Record set:
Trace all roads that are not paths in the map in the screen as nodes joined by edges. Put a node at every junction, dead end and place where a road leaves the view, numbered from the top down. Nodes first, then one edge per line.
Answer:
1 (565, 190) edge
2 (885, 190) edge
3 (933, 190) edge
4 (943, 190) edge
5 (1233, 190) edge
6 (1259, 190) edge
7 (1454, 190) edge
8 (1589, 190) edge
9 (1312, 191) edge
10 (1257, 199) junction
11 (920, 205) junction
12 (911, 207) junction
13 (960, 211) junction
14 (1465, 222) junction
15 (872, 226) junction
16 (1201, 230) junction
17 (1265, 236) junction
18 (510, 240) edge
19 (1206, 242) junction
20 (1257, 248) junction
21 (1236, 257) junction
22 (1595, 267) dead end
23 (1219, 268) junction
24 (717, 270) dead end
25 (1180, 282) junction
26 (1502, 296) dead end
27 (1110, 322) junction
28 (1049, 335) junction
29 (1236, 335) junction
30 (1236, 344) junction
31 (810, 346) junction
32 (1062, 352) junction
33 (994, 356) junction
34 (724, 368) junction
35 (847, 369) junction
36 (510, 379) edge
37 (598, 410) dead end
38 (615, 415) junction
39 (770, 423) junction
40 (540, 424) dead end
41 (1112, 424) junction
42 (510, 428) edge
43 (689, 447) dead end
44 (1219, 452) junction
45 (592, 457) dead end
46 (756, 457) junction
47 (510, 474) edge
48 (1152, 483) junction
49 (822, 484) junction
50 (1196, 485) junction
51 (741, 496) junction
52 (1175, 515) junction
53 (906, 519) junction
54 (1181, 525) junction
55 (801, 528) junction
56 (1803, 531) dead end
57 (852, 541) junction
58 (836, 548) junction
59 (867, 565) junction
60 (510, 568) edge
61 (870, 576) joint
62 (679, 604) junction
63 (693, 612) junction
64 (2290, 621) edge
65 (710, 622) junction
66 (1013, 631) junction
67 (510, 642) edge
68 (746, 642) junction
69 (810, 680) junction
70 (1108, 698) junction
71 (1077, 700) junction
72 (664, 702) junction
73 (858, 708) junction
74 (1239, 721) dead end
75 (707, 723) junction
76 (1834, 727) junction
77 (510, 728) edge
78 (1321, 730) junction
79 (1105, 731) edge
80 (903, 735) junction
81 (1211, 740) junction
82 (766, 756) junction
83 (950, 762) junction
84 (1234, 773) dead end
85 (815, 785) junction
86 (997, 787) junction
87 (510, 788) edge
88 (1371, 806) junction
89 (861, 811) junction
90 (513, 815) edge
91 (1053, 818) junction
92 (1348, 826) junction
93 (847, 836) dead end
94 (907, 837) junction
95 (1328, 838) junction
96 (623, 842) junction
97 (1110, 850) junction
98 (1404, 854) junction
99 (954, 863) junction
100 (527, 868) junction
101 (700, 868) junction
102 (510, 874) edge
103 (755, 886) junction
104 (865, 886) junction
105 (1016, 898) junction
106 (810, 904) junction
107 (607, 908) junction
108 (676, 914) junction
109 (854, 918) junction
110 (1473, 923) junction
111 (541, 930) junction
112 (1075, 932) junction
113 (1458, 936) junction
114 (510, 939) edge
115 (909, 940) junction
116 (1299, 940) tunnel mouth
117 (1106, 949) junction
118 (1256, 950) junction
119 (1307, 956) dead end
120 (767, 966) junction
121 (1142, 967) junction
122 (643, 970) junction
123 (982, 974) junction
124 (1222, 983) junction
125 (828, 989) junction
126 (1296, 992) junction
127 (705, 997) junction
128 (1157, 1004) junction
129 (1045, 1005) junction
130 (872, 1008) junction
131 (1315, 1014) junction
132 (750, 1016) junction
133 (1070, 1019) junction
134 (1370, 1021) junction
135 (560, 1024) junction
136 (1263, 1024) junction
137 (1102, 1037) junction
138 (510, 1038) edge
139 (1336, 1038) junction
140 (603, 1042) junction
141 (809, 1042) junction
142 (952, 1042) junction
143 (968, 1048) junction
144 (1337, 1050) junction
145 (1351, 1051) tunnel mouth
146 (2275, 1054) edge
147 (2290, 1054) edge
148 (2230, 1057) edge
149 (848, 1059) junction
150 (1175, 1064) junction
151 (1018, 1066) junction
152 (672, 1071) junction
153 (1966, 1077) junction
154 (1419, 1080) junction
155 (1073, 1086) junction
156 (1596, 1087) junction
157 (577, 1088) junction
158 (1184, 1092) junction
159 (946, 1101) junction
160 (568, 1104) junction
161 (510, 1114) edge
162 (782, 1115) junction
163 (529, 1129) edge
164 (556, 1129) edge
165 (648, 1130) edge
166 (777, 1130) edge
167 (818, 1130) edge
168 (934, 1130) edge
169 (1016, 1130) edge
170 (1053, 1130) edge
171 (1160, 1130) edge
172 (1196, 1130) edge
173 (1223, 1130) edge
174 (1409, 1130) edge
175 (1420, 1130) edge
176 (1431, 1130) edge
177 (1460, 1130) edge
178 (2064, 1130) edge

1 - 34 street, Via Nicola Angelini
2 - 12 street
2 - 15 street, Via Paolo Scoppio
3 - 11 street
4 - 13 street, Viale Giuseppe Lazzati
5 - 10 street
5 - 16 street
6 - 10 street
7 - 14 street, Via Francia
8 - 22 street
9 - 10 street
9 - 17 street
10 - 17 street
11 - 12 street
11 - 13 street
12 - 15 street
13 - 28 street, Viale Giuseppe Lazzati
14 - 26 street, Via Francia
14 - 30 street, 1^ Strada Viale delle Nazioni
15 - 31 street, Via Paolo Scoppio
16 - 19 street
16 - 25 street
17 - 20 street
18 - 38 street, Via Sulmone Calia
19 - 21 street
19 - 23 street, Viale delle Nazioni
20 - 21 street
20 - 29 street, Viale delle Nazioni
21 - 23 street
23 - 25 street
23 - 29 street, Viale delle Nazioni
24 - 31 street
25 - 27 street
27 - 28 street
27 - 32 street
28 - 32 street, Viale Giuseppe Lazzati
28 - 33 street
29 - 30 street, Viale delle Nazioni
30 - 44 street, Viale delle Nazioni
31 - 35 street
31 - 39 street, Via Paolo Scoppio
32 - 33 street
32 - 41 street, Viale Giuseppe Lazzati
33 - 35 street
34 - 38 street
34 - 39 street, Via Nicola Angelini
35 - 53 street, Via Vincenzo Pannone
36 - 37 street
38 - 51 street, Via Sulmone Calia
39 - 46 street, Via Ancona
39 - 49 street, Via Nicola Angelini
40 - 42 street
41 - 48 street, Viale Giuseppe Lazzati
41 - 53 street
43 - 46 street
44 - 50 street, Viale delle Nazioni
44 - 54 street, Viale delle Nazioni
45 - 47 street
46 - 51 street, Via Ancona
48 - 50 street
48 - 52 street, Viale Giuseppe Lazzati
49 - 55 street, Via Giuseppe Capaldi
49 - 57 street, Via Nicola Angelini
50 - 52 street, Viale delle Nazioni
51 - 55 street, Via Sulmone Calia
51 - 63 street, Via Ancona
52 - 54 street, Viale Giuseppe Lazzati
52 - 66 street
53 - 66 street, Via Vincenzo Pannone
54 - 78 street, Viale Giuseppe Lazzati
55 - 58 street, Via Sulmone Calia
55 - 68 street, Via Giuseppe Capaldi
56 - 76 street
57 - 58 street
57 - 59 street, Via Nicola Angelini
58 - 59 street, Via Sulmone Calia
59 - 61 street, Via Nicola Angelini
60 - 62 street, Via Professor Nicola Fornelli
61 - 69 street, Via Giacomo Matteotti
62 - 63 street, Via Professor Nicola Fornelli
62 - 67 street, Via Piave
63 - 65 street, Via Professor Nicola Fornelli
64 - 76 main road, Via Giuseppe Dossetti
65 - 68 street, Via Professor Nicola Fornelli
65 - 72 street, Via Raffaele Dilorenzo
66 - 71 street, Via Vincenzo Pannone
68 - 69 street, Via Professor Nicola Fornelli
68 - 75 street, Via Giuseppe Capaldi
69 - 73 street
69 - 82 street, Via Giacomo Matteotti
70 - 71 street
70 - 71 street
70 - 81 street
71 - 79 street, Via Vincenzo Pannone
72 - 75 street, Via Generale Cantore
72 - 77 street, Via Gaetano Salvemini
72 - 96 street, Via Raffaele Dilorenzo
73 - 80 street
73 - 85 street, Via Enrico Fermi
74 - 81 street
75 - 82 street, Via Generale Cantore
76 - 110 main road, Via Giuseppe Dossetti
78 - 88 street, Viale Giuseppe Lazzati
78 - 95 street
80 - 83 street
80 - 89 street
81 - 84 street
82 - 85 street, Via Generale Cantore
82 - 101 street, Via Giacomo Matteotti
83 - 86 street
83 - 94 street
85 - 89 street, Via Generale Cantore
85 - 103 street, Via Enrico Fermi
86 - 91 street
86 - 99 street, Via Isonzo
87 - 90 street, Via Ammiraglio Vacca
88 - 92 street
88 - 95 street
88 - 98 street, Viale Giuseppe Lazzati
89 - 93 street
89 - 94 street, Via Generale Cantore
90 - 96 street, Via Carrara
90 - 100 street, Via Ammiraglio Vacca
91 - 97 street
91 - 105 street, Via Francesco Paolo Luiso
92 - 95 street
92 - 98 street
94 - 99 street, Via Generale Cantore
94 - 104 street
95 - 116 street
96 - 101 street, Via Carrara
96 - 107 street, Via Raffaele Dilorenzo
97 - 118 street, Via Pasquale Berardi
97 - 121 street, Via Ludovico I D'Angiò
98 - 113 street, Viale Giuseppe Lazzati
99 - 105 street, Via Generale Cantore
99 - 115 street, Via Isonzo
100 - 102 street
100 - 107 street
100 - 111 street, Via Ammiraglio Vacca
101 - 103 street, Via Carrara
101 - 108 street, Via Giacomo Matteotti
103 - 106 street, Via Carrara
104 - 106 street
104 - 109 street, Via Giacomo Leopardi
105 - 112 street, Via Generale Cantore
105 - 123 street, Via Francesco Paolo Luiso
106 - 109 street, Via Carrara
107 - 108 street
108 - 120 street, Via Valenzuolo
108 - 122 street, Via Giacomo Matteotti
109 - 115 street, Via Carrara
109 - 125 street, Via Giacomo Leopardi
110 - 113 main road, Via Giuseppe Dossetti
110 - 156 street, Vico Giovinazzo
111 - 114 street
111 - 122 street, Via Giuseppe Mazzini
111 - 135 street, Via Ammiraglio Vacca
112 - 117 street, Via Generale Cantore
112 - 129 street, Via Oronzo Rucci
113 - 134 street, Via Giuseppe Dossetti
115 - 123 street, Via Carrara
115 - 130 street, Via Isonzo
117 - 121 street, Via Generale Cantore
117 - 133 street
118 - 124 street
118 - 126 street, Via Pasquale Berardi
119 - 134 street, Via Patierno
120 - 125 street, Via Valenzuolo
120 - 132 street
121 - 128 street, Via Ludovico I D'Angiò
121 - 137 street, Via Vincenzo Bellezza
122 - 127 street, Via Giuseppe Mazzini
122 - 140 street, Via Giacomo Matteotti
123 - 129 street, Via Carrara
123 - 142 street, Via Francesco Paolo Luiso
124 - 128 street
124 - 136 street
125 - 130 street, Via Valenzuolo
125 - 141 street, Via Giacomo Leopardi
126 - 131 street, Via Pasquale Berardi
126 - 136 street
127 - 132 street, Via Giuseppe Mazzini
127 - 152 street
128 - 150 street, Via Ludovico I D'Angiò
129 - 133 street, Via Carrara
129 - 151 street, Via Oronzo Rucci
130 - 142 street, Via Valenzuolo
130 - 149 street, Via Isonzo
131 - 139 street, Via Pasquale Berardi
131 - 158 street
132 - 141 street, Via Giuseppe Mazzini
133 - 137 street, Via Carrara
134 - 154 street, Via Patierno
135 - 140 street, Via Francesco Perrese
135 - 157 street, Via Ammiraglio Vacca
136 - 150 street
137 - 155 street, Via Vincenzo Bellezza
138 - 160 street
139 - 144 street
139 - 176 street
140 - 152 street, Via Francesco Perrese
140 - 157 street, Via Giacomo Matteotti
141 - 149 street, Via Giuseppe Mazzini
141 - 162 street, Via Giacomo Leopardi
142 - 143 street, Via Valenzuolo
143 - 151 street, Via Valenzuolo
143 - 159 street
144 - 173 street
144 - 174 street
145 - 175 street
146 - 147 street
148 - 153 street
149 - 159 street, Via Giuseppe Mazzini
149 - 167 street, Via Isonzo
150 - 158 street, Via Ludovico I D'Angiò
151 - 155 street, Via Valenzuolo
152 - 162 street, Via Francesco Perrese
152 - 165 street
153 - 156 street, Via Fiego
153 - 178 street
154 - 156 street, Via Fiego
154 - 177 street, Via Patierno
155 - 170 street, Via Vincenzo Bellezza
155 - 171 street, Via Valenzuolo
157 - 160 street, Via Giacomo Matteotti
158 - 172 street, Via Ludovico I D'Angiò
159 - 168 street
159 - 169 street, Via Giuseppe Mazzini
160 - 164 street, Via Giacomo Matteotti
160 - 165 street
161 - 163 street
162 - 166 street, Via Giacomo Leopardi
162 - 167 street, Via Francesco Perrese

Required action:
Look over the listing. Pull out every line with the string "Perrese" in it.

Exercise answer:
135 - 140 street, Via Francesco Perrese
140 - 152 street, Via Francesco Perrese
152 - 162 street, Via Francesco Perrese
162 - 167 street, Via Francesco Perrese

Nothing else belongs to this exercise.